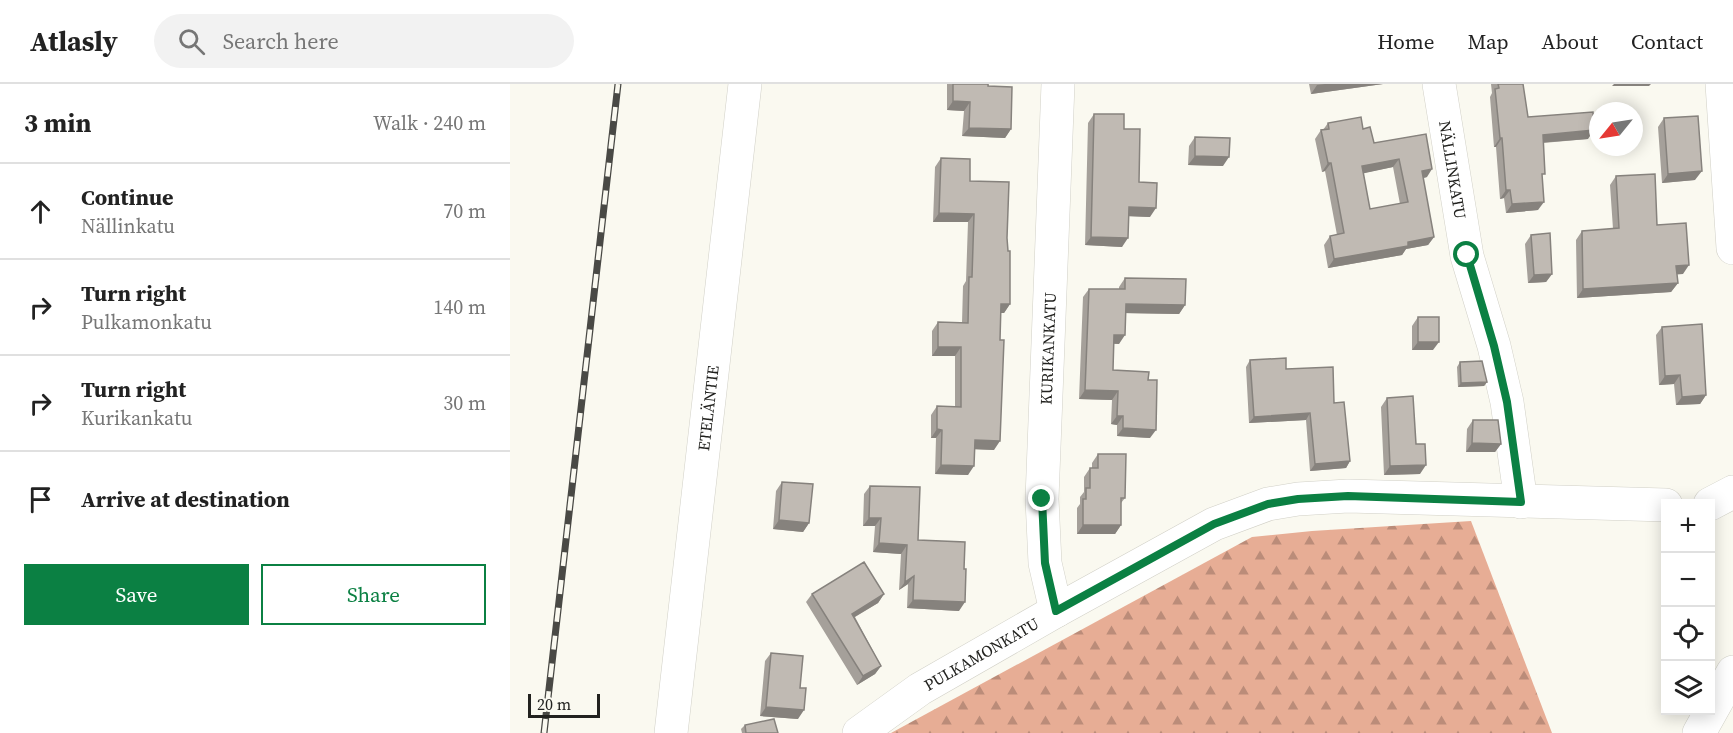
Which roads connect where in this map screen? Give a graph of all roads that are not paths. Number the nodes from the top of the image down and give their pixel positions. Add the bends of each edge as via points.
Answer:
1 (745, 84) edge
2 (1058, 84) edge
3 (1439, 84) edge
4 (1722, 84) edge
5 (1733, 248) edge
6 (1733, 493) edge
7 (1521, 502) junction
8 (1715, 502) edge
9 (1661, 505) edge
10 (1056, 611) junction
11 (1733, 672) edge
12 (671, 733) edge
13 (859, 733) edge
14 (1699, 733) edge

1 - 12 main road, ETELÄNTIE
2 - 10 main road, KURIKANKATU via 1042,499 1045,563
3 - 7 main road, NÄLLINKATU via 1467,255 1507,402
4 - 5 main road
6 - 8 main road
7 - 9 main road, PULKAMONKATU
7 - 10 main road, PULKAMONKATU via 1348,496 1268,504 1214,524
10 - 13 main road, PULKAMONKATU via 920,689
11 - 14 main road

=-=-=

--- Requirement ---
Transcribe all data precisely. Pictures are not copied.

--- Written solution ---
Which roads connect where in this map screen? Give a graph of all roads that are not paths. Number the nodes from the top of the image down and give their pixel positions. Add the bends of each edge as via points.
Answer:
1 (745, 84) edge
2 (1058, 84) edge
3 (1439, 84) edge
4 (1722, 84) edge
5 (1733, 248) edge
6 (1733, 493) edge
7 (1521, 502) junction
8 (1715, 502) edge
9 (1661, 505) edge
10 (1056, 611) junction
11 (1733, 672) edge
12 (671, 733) edge
13 (859, 733) edge
14 (1699, 733) edge

1 - 12 main road, ETELÄNTIE
2 - 10 main road, KURIKANKATU via 1042,499 1045,563
3 - 7 main road, NÄLLINKATU via 1467,255 1507,402
4 - 5 main road
6 - 8 main road
7 - 9 main road, PULKAMONKATU
7 - 10 main road, PULKAMONKATU via 1348,496 1268,504 1214,524
10 - 13 main road, PULKAMONKATU via 920,689
11 - 14 main road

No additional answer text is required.